It looked like he was playing very greedily in of all his games, and never used aggression or any kind of all-in, so I was just more greedy than him and used the fact that he over-reacts to small signs of pressure coming from his opponents.  My ZvZ is not in the best shape at the moment, especially with the muta vs. muta that happens a lot these days, but I was confident I could take this series.

I think there wasn't really one special moment that decided the match, all of the maps were really close and could have gone either way.  I think that at some point in the last game he was ahead, and so he could have won the series, but I was calm enough to bring it back.

A disappointing performance at HSC V contributed to many saying Mvp wasn't the best player in the world anymore and that his level had dropped.  Going into the final against him what were your expectations of him?

I don't like to make world rankings, since they can change from match to match and one player can be the best in the world in one series and fall off in the other.  I had fun playing against Mvp, as always when I face very good opponents, I like challenges and this one was too hard at that point to overcome.

I thought it might be easier for me after the first game, where I defended 2 rax, but he looked really solid in the next games and, even if I didn't play my best, I didn't see too many ways to win the game, with his perfect defense in addition to the sick amount of drops he was doing.  I didn't underestimate him, since I saw him beat other good Zergs and I knew it will be hard.

One of the key games of that final was on Cloud Kingdom and saw Mvp using a mech build which one of the GSL commentators broke down after the match.  What did you think of that build and, being as Mvp used it six other times in the tournament, were you prepared to face it?

The idea of that build is actually used a lot by terrans right now, which is a hellion-banshee opening, but I failed to defend his harassment and lost a lot of drones in the process.  Even after losing so many drones I was doing quite alright, so I think if I'd done a better job at killing his hellion/banshee attacks I could have taken that game.  The main point I noticed was that Mvp shut down almost every path of my counter-attacks, I tried to run-by here and there but everything was blocked or covered by his mech army.

In general I am more impressed by Mvp's late game.  He seems to know the timings of a late game Zerg army much better and when other terrans start to make vikings Mvp already has 10 in the skies.  If we also consider his use of raven/viking vs.

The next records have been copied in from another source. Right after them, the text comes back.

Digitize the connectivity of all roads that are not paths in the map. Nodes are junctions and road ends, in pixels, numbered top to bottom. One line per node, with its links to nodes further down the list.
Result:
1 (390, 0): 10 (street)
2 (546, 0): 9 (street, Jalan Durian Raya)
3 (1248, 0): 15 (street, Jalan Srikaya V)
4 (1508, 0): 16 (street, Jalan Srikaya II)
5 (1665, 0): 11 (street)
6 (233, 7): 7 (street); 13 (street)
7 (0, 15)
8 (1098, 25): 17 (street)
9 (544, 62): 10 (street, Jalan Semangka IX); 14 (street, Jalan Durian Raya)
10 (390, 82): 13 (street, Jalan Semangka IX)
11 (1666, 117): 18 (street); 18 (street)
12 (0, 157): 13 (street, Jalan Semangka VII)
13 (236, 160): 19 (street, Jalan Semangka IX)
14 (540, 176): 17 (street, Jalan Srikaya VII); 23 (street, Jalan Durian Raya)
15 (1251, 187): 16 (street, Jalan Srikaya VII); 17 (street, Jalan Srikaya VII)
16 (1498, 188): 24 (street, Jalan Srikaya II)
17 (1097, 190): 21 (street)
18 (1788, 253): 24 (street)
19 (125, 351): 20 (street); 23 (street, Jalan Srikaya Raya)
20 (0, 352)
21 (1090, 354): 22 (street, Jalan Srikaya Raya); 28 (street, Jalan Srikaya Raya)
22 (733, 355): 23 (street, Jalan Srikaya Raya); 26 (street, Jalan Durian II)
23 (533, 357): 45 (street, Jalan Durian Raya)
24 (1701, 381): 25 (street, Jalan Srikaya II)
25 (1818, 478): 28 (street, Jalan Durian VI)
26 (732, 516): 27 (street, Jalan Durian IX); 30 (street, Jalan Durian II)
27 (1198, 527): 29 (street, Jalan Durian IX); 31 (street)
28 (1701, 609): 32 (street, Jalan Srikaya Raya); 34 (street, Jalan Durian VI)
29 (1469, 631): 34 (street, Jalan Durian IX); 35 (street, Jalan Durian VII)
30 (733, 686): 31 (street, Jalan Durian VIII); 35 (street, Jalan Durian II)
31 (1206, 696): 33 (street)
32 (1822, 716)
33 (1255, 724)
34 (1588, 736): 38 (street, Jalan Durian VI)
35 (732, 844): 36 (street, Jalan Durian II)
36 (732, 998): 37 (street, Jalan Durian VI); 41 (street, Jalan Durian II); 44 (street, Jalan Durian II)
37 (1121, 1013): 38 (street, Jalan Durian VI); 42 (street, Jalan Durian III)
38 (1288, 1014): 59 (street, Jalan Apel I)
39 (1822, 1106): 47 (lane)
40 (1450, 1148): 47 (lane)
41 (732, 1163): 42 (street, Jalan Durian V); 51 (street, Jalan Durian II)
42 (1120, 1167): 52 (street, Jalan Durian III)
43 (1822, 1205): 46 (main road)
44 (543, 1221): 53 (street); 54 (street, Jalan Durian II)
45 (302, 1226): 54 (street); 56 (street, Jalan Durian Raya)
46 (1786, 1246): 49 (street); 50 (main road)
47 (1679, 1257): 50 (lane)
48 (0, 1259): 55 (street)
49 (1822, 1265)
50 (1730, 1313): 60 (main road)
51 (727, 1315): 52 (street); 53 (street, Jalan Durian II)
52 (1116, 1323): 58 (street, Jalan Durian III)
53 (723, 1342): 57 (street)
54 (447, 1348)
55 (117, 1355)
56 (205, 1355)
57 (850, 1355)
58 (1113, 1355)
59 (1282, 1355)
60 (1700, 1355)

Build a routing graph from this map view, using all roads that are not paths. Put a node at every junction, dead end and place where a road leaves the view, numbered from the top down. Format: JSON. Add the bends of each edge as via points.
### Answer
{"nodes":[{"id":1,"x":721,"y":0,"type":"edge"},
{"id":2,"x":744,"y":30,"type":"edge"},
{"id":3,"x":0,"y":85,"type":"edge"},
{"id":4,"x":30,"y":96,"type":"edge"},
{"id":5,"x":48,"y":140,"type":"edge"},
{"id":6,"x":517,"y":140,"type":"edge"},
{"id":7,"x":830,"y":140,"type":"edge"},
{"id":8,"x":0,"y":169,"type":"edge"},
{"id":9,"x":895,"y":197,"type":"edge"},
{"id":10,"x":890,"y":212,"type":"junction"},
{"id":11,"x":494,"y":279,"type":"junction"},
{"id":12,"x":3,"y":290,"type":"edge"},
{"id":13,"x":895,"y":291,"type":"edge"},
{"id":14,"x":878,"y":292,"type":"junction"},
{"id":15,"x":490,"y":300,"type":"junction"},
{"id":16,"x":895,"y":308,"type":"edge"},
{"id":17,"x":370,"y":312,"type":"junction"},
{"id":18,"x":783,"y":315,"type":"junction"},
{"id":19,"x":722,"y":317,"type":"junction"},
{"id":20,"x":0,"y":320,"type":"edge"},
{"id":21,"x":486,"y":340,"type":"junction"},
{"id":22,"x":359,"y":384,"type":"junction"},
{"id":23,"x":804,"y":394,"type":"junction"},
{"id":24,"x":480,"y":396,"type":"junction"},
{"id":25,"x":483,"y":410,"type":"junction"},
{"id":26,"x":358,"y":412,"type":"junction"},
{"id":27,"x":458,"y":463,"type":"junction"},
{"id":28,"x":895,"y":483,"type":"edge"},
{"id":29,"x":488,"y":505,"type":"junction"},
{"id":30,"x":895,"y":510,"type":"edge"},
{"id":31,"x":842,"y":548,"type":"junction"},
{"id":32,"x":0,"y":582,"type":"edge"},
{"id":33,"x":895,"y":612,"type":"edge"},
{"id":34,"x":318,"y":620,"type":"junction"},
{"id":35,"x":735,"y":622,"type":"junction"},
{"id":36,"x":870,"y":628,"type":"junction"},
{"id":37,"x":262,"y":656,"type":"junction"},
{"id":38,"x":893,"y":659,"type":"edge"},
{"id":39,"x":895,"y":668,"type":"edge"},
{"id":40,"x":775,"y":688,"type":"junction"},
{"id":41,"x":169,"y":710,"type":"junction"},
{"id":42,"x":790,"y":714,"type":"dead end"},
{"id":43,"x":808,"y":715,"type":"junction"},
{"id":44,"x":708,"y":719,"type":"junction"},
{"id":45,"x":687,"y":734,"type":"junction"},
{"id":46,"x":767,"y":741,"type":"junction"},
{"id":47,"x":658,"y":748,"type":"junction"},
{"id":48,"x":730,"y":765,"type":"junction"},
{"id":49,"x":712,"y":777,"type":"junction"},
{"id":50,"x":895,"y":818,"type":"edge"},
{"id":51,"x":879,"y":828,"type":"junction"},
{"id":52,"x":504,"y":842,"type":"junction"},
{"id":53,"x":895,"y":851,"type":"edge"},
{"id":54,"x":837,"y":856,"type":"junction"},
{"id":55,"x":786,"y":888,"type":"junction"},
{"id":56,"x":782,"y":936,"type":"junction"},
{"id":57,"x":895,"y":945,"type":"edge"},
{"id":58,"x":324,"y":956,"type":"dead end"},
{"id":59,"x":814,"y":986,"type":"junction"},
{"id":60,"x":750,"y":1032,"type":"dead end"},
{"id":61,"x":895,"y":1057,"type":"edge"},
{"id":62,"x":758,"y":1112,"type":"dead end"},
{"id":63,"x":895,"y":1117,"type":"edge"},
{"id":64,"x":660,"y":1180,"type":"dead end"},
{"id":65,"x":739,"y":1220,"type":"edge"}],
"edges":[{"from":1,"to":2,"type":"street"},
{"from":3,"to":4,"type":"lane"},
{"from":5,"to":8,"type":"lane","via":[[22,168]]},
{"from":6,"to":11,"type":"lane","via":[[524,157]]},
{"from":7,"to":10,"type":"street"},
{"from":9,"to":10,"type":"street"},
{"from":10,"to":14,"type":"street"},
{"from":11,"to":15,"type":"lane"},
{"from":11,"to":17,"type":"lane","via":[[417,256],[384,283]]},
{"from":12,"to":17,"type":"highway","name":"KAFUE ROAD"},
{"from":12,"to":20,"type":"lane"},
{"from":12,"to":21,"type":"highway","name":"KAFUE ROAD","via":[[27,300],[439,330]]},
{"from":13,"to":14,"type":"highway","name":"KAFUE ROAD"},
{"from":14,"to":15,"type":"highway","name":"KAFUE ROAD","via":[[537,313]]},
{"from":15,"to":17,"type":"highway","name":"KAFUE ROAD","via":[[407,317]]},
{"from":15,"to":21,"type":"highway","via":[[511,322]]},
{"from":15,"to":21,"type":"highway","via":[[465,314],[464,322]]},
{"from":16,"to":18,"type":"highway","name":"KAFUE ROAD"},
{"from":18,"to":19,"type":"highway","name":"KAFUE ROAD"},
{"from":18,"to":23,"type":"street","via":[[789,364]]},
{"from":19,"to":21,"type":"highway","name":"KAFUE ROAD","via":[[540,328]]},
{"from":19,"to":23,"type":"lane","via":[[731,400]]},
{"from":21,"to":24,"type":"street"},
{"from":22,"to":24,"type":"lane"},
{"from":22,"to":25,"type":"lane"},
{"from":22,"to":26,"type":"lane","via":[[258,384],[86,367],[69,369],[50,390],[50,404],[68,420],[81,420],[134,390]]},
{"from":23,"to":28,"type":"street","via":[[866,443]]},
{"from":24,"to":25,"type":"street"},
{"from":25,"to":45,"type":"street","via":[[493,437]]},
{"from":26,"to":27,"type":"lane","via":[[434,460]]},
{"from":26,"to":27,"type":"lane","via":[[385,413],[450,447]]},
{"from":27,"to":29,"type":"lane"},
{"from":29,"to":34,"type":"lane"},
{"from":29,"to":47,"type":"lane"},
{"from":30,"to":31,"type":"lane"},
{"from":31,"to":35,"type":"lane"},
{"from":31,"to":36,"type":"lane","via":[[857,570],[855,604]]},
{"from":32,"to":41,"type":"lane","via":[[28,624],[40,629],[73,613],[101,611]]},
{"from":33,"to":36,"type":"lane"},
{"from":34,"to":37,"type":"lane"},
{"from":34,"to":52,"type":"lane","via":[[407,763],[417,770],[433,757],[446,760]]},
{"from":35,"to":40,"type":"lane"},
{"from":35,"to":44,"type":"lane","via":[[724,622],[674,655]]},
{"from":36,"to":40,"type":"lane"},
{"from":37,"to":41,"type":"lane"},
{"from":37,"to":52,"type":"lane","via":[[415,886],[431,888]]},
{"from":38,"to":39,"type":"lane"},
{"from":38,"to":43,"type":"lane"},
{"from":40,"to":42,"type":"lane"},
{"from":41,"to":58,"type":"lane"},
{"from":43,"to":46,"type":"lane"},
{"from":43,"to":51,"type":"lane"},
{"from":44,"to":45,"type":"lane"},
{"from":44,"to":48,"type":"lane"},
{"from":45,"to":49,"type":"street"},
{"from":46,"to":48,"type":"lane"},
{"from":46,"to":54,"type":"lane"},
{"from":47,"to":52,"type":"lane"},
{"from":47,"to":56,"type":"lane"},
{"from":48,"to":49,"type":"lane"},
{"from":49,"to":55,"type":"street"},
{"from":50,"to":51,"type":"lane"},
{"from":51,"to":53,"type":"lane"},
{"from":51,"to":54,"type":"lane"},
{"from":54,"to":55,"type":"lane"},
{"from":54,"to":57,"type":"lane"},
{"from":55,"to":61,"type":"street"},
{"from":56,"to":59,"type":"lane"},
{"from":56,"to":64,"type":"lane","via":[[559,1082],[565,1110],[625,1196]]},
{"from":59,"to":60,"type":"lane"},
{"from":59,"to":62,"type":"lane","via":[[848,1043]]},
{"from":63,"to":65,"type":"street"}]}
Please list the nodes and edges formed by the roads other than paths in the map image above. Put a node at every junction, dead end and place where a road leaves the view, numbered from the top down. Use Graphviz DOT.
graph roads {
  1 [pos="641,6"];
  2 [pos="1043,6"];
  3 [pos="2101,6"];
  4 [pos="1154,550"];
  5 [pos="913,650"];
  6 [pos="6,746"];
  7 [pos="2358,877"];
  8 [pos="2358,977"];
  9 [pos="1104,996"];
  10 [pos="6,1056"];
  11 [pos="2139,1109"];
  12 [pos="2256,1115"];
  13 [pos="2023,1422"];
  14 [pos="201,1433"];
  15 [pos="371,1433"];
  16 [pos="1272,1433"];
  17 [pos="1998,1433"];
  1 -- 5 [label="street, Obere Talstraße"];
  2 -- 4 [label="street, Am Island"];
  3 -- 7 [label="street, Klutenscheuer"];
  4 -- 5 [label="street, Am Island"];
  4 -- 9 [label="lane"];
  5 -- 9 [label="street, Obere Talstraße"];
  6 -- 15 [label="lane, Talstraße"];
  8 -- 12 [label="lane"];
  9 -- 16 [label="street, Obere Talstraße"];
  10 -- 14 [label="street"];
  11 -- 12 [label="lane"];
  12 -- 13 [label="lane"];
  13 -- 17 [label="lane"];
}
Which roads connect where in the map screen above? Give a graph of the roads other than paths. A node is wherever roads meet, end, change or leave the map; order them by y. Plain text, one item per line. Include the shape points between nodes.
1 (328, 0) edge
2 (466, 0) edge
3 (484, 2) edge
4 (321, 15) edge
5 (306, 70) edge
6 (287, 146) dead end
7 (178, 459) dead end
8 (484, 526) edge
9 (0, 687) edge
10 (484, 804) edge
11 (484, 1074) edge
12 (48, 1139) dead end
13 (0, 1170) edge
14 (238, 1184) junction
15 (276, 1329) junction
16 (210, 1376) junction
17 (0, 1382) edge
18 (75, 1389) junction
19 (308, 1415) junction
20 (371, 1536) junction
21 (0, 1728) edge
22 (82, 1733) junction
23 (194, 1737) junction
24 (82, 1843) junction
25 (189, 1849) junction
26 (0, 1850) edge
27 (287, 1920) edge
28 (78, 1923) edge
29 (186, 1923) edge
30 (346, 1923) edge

Zerg air, which zerg has a hard time dealing with, then the chances of winning are really slim because you simply can't win the game with just ultralisks if you are even with a Terran as good as Mvp.  You need ultra/broodlord switches, but Mvp is really well prepared for them, so it's actually really hard to beat him if he has comfortably entered the late game.

You're now 22nd on the list of SC2 prize money won, and in the last four months you've won over $17,000.  How do you feel about where your career is right now?  What do you think the future holds?

I am surprised at how much I could earn playing StarCraft2, because before I started playing I didn't even expect to win one dollar.  I don't feel the need to be the very best of StarCraft2, in general, considering how hard it is to beat all the Koreans, but being at the top of the foreign scene makes me happy and motivated enough to continue playing.  I think I can keep on playing the game for a few years more, as long as the e-sports scene is alive and I still have fun playing it.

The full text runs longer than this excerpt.